(Exercise description): Here are some records; copy every line that holds the word "edges".

(Saved data entries):
....
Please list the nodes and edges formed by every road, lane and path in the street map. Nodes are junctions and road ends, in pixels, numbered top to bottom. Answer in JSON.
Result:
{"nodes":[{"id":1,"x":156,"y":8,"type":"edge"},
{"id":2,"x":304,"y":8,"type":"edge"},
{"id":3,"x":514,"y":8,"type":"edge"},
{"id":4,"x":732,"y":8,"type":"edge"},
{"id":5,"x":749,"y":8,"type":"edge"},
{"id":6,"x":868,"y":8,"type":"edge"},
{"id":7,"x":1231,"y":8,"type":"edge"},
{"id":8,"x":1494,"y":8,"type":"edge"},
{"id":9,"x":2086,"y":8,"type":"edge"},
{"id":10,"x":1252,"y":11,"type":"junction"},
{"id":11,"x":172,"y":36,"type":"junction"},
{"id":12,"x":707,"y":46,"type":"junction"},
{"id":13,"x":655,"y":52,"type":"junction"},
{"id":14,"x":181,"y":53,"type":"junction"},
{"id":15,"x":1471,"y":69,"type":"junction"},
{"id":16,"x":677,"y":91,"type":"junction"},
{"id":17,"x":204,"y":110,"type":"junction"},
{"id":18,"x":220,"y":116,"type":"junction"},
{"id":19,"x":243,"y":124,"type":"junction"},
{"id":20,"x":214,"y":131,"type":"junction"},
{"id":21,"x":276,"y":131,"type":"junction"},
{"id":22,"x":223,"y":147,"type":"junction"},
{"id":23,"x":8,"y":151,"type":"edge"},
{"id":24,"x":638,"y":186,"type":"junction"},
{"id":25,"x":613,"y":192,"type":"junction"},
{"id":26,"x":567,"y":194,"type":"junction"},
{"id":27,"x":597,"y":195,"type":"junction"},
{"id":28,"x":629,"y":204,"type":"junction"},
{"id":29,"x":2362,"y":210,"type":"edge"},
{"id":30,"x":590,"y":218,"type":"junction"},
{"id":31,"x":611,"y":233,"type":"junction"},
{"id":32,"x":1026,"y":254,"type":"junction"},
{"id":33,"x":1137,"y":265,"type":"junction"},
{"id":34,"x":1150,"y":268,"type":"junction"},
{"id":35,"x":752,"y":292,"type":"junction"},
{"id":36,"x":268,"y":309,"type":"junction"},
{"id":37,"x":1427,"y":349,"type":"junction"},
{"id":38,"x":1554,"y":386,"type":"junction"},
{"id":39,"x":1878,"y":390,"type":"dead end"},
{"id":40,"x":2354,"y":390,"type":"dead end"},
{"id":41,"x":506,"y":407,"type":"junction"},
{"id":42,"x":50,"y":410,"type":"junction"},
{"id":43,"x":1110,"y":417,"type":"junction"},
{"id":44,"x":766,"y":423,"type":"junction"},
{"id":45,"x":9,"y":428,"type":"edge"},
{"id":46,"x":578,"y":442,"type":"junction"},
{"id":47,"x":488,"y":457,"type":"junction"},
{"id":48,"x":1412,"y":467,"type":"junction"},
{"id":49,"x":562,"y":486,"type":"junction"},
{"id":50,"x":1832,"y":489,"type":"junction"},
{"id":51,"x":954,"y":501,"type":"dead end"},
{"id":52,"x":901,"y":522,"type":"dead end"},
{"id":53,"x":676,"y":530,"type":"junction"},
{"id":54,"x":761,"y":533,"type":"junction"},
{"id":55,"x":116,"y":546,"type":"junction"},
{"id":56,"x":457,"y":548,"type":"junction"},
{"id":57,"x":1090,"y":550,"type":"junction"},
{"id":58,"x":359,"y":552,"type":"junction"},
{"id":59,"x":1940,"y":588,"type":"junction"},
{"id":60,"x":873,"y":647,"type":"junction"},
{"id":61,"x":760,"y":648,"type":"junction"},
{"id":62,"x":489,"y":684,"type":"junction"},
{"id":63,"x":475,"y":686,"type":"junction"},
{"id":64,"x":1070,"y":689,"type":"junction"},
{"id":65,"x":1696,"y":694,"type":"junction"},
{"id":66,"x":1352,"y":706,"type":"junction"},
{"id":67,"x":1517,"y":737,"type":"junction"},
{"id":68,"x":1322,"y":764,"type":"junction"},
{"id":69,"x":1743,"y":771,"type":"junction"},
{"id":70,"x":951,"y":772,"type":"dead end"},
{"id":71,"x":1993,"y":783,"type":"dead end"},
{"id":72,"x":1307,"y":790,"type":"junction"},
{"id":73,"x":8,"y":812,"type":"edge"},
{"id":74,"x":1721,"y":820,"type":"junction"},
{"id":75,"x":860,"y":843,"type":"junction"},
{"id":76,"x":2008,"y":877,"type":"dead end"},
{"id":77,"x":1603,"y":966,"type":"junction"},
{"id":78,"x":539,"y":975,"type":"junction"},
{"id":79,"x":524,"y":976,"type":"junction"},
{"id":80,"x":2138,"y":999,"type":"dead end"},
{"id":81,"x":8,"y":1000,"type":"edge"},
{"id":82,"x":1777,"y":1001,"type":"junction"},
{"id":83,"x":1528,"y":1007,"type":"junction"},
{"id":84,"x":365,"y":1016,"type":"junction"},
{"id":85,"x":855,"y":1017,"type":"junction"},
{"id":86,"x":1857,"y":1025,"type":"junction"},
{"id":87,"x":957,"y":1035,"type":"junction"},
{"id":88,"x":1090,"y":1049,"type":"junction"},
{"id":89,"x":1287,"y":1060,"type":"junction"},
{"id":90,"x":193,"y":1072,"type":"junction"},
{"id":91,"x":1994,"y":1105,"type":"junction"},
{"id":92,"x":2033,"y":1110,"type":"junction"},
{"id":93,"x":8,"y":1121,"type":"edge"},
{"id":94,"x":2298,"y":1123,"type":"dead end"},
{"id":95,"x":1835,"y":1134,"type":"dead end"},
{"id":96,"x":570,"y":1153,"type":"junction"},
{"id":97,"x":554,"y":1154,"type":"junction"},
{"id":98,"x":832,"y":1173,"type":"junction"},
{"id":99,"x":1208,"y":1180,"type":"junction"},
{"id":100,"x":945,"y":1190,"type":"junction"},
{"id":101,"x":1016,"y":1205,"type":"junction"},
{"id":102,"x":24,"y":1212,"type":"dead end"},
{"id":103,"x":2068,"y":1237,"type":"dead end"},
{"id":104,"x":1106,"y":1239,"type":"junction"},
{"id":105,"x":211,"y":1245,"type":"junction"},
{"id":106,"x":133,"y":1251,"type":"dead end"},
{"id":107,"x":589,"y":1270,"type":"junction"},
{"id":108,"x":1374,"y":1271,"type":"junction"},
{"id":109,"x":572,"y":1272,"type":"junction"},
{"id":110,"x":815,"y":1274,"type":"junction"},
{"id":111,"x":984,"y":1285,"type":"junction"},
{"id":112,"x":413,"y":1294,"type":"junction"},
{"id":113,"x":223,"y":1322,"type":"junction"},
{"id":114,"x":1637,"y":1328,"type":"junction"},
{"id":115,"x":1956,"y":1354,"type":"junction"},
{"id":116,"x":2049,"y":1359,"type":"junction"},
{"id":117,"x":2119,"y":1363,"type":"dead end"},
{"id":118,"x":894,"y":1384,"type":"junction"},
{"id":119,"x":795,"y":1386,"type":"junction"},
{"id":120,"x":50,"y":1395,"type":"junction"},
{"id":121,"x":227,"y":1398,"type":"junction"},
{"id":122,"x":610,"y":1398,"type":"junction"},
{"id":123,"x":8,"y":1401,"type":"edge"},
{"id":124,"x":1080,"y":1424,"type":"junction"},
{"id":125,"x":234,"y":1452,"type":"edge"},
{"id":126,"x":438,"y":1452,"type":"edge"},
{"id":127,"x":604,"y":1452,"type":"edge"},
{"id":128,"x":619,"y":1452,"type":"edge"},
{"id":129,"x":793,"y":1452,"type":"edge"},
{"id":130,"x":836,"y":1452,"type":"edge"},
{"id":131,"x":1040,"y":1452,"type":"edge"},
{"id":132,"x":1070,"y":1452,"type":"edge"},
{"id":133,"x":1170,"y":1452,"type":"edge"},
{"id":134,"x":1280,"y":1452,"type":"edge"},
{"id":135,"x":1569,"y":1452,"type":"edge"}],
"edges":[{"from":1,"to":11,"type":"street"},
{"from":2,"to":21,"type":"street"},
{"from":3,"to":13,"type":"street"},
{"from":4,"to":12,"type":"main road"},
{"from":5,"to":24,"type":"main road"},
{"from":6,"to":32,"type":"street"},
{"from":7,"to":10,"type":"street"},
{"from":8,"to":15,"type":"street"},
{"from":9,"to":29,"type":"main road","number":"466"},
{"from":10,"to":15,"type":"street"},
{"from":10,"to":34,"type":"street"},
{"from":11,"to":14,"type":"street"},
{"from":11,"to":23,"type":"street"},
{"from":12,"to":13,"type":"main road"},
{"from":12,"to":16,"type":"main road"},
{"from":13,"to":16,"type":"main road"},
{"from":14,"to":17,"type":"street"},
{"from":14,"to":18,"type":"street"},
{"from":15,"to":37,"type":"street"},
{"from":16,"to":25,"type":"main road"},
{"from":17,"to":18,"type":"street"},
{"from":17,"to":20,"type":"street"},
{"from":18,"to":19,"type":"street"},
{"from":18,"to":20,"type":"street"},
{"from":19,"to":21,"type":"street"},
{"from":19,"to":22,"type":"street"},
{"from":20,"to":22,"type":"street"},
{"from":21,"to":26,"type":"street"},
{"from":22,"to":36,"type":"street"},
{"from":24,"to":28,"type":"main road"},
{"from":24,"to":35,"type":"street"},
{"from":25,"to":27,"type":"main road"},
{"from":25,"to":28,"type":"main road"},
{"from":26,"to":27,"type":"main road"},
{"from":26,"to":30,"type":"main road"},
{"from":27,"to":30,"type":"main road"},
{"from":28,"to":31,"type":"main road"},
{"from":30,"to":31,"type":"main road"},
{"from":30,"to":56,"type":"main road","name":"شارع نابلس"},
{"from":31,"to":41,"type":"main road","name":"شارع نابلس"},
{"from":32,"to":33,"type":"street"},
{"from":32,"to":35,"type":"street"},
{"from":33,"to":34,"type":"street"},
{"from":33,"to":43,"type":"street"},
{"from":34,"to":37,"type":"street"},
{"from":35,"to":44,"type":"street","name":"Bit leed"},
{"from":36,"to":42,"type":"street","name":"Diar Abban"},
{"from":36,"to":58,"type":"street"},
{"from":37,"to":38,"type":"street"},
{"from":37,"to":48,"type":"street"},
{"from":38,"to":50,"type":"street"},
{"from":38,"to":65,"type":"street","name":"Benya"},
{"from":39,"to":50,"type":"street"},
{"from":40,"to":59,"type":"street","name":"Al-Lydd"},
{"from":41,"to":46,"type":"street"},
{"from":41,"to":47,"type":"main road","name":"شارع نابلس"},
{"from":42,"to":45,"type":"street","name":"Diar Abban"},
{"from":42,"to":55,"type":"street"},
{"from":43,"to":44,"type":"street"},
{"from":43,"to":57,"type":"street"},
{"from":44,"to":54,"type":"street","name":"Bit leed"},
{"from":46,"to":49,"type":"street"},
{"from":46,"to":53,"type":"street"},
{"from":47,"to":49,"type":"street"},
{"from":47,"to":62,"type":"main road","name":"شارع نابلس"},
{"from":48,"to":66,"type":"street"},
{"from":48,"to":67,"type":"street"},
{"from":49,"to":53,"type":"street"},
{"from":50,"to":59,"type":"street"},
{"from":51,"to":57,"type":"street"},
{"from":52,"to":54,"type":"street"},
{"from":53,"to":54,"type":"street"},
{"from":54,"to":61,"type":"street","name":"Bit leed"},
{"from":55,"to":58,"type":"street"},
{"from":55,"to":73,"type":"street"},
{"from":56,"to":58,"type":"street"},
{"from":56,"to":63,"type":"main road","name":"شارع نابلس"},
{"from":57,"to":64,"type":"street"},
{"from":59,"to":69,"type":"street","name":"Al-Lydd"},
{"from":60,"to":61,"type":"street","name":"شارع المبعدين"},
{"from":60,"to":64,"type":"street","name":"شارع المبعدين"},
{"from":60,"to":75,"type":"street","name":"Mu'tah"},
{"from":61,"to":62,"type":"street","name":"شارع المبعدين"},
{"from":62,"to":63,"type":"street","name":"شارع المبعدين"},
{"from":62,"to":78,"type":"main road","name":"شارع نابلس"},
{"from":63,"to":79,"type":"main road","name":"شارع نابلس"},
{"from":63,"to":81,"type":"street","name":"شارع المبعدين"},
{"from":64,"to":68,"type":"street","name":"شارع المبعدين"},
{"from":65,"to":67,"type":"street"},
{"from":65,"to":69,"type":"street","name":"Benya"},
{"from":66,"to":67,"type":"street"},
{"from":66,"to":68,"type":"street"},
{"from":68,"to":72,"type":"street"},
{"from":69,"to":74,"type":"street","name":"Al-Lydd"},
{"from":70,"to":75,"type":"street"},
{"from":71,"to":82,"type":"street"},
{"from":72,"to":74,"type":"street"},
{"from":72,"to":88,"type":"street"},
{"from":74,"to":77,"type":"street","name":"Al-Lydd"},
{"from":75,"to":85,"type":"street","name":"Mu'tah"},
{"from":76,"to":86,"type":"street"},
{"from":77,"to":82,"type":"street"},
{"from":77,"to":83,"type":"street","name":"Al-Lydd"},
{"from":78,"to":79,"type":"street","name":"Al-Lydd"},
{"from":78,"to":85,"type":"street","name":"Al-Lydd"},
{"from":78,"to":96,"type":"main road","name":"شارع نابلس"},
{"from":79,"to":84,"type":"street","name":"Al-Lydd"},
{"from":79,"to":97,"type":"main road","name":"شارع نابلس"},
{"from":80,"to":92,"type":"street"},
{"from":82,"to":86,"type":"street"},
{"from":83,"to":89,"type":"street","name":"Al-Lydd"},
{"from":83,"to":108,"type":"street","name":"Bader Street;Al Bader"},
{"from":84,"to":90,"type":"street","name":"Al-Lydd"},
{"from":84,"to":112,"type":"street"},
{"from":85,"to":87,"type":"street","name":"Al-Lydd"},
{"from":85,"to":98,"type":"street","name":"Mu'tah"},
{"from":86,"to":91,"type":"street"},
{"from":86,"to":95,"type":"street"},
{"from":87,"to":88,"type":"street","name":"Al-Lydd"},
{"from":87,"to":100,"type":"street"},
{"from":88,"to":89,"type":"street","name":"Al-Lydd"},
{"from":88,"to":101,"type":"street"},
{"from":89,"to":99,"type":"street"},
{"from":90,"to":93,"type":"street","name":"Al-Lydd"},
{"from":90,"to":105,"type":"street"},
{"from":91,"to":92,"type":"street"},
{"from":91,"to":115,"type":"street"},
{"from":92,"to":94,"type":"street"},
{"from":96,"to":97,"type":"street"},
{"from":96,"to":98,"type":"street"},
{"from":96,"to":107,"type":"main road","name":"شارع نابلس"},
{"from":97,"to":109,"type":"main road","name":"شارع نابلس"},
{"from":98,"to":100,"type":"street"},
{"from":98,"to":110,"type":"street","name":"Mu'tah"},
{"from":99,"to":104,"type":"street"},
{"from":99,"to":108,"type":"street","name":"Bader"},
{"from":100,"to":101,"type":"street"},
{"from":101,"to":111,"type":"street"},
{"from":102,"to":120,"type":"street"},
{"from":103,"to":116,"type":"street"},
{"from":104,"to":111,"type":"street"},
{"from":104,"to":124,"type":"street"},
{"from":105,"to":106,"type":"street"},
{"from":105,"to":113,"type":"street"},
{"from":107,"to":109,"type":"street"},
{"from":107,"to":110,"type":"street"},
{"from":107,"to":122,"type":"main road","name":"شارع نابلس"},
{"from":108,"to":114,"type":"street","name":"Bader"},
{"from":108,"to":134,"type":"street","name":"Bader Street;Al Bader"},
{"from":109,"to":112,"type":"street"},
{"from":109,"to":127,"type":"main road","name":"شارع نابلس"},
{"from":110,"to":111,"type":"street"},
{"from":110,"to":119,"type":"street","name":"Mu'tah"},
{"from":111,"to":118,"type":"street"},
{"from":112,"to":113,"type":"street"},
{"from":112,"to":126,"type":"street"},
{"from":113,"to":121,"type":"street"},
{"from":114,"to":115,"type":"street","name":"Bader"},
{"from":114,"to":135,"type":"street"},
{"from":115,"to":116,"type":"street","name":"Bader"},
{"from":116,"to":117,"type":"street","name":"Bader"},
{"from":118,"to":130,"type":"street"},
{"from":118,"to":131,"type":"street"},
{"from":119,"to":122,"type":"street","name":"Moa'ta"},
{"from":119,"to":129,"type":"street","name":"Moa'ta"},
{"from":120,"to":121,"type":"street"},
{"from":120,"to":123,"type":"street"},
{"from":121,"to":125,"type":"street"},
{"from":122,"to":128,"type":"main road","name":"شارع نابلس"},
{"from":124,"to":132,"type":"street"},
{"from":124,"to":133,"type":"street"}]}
....
(Answer space):
Please list the nodes and edges formed by every road, lane and path in the street map. Nodes are junctions and road ends, in pixels, numbered top to bottom. Answer in JSON.
"edges":[{"from":1,"to":11,"type":"street"},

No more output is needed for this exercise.